Check each line below for the word "graph" and give the count alone.

Material supplied below:

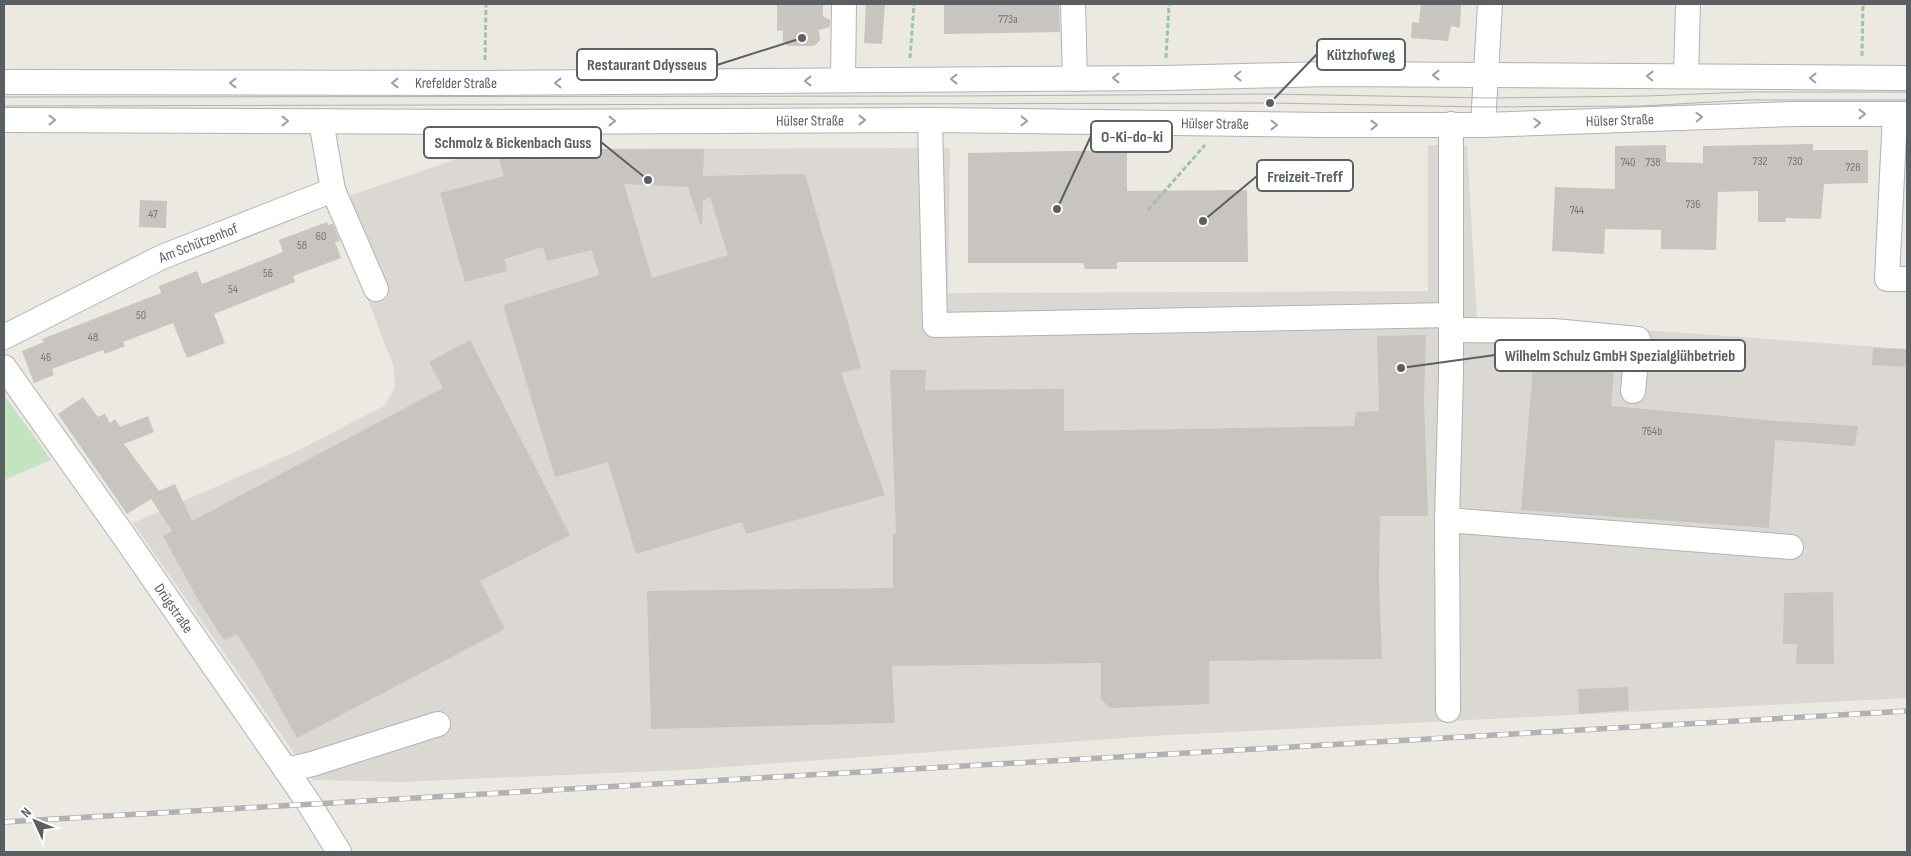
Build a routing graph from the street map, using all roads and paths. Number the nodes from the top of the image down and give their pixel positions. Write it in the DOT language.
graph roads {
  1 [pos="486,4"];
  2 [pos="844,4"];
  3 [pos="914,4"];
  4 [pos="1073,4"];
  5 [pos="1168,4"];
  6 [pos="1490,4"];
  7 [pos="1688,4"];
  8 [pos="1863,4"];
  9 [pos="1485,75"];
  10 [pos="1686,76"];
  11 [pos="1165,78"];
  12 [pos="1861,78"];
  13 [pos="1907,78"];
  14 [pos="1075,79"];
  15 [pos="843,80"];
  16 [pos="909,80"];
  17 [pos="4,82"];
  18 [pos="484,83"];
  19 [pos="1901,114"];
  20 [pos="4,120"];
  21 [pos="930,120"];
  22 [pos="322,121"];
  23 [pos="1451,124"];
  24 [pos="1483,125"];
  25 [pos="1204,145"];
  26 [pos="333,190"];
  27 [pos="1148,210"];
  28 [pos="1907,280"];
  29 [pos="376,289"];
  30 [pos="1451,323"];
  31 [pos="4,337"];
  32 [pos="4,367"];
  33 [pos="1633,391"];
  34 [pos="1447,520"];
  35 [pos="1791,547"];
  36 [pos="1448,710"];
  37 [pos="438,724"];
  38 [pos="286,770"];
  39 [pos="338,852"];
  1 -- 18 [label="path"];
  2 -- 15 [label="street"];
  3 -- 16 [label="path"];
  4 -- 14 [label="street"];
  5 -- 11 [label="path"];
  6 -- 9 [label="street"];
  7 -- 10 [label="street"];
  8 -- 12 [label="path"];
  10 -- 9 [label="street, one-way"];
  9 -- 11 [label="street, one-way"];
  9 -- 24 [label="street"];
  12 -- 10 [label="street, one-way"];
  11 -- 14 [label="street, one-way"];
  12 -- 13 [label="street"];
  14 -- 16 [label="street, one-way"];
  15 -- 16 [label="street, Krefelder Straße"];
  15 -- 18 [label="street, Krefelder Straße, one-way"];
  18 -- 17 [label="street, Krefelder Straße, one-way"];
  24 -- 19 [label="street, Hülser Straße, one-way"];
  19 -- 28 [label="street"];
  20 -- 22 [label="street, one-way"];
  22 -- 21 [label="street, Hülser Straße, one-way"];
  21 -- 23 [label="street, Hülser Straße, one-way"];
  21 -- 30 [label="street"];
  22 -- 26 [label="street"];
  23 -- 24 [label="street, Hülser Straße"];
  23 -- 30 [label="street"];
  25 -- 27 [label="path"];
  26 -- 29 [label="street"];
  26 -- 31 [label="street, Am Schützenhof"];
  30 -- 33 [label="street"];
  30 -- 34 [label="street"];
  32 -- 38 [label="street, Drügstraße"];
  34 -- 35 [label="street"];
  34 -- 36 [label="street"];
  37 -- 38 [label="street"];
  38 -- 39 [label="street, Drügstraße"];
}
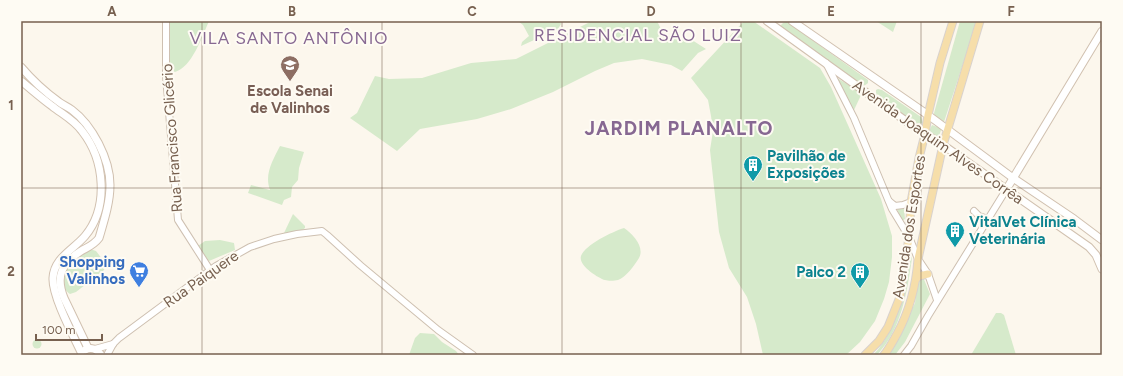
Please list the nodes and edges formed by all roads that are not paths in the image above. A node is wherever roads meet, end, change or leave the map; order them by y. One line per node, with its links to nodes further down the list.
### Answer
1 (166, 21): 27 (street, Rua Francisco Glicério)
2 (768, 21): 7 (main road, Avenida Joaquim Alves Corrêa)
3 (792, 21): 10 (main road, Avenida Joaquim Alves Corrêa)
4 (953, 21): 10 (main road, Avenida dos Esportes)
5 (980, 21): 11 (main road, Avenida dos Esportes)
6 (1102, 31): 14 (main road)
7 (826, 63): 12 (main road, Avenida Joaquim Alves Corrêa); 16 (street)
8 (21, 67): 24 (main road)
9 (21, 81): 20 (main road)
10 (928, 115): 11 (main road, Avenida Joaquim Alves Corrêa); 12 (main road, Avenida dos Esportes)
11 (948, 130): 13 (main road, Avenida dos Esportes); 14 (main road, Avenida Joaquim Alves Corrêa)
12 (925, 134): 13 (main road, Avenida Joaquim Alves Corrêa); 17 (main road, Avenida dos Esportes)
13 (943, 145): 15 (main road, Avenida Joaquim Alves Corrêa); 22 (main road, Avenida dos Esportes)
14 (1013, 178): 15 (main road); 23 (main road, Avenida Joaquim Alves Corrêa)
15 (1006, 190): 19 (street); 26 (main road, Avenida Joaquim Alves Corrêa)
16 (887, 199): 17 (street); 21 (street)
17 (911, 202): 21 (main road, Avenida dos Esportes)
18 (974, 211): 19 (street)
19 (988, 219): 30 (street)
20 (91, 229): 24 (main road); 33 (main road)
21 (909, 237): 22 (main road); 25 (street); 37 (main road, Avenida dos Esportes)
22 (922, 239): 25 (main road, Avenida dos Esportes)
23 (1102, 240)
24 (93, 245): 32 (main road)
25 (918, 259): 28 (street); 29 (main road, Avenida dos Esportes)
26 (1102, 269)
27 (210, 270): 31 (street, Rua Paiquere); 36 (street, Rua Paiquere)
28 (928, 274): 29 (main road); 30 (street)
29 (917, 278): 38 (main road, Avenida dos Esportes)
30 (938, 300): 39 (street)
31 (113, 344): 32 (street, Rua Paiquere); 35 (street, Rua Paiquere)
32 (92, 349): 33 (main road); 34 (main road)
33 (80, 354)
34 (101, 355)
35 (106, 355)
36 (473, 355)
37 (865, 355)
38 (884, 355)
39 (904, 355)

End of Material supplied.

### Finished task
2